Repeat the lines below exactly as they appear, but leave out the images.

-- Dataset records follows --

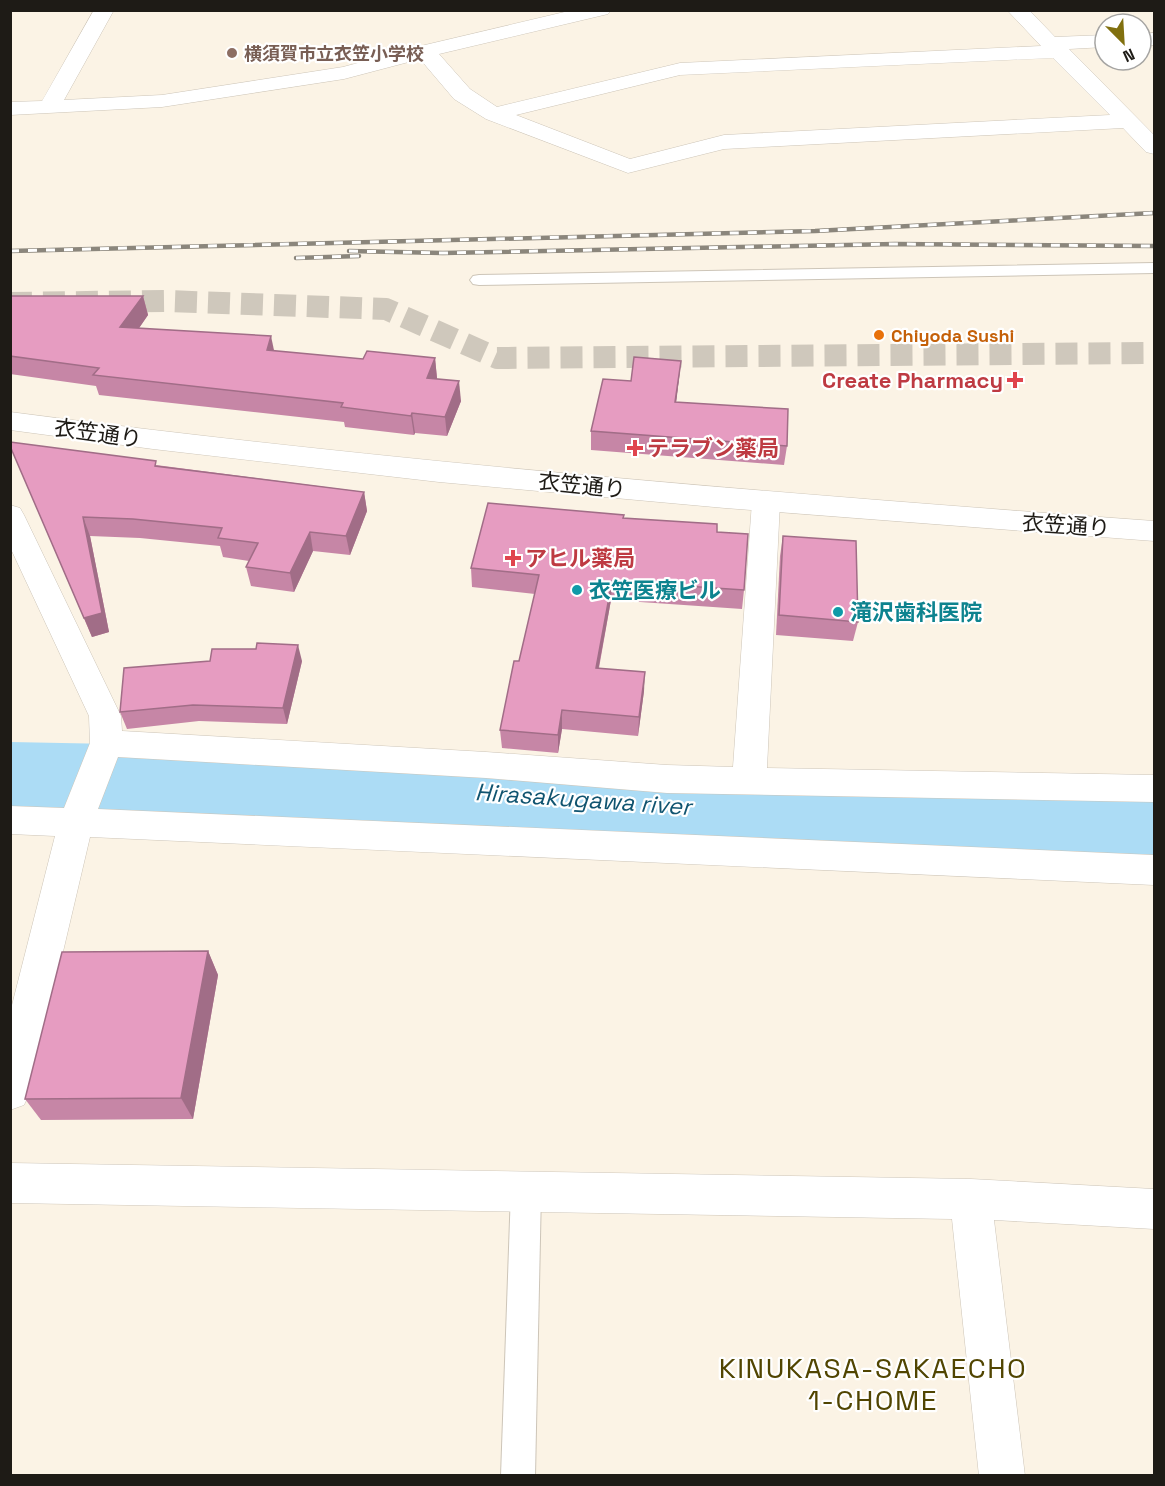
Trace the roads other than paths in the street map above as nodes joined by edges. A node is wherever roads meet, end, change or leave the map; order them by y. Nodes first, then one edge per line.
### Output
1 (104, 10) edge
2 (601, 10) edge
3 (1017, 10) edge
4 (1093, 42) edge
5 (1056, 47) junction
6 (424, 51) junction
7 (50, 106) junction
8 (10, 109) edge
9 (494, 114) junction
10 (1155, 114) edge
11 (1127, 118) junction
12 (1155, 147) edge
13 (1155, 268) edge
14 (479, 280) dead end
15 (10, 421) edge
16 (766, 502) junction
17 (10, 515) edge
18 (1155, 531) edge
19 (106, 745) junction
20 (749, 781) junction
21 (1155, 789) edge
22 (10, 820) edge
23 (76, 820) junction
24 (1155, 870) edge
25 (10, 1092) edge
26 (10, 1183) edge
27 (526, 1191) junction
28 (971, 1199) junction
29 (1155, 1209) edge
30 (518, 1476) edge
31 (1002, 1476) edge

1 - 7 street
2 - 6 street
3 - 5 street
4 - 5 street
5 - 9 street
5 - 11 street
6 - 7 street
6 - 9 street
7 - 8 street
9 - 11 street
10 - 11 street
11 - 12 street
13 - 14 lane
15 - 16 street, 衣笠通り
16 - 18 street, 衣笠通り
16 - 20 street
17 - 19 street
19 - 20 street
19 - 23 street
20 - 21 street
22 - 23 street
23 - 24 street
23 - 25 street
26 - 27 street
27 - 28 street
27 - 30 lane
28 - 29 street
28 - 31 street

-- Dataset records concluded --

**Expected answer**
Trace the roads other than paths in the street map above as nodes joined by edges. A node is wherever roads meet, end, change or leave the map; order them by y. Nodes first, then one edge per line.
### Output
1 (104, 10) edge
2 (601, 10) edge
3 (1017, 10) edge
4 (1093, 42) edge
5 (1056, 47) junction
6 (424, 51) junction
7 (50, 106) junction
8 (10, 109) edge
9 (494, 114) junction
10 (1155, 114) edge
11 (1127, 118) junction
12 (1155, 147) edge
13 (1155, 268) edge
14 (479, 280) dead end
15 (10, 421) edge
16 (766, 502) junction
17 (10, 515) edge
18 (1155, 531) edge
19 (106, 745) junction
20 (749, 781) junction
21 (1155, 789) edge
22 (10, 820) edge
23 (76, 820) junction
24 (1155, 870) edge
25 (10, 1092) edge
26 (10, 1183) edge
27 (526, 1191) junction
28 (971, 1199) junction
29 (1155, 1209) edge
30 (518, 1476) edge
31 (1002, 1476) edge

1 - 7 street
2 - 6 street
3 - 5 street
4 - 5 street
5 - 9 street
5 - 11 street
6 - 7 street
6 - 9 street
7 - 8 street
9 - 11 street
10 - 11 street
11 - 12 street
13 - 14 lane
15 - 16 street, 衣笠通り
16 - 18 street, 衣笠通り
16 - 20 street
17 - 19 street
19 - 20 street
19 - 23 street
20 - 21 street
22 - 23 street
23 - 24 street
23 - 25 street
26 - 27 street
27 - 28 street
27 - 30 lane
28 - 29 street
28 - 31 street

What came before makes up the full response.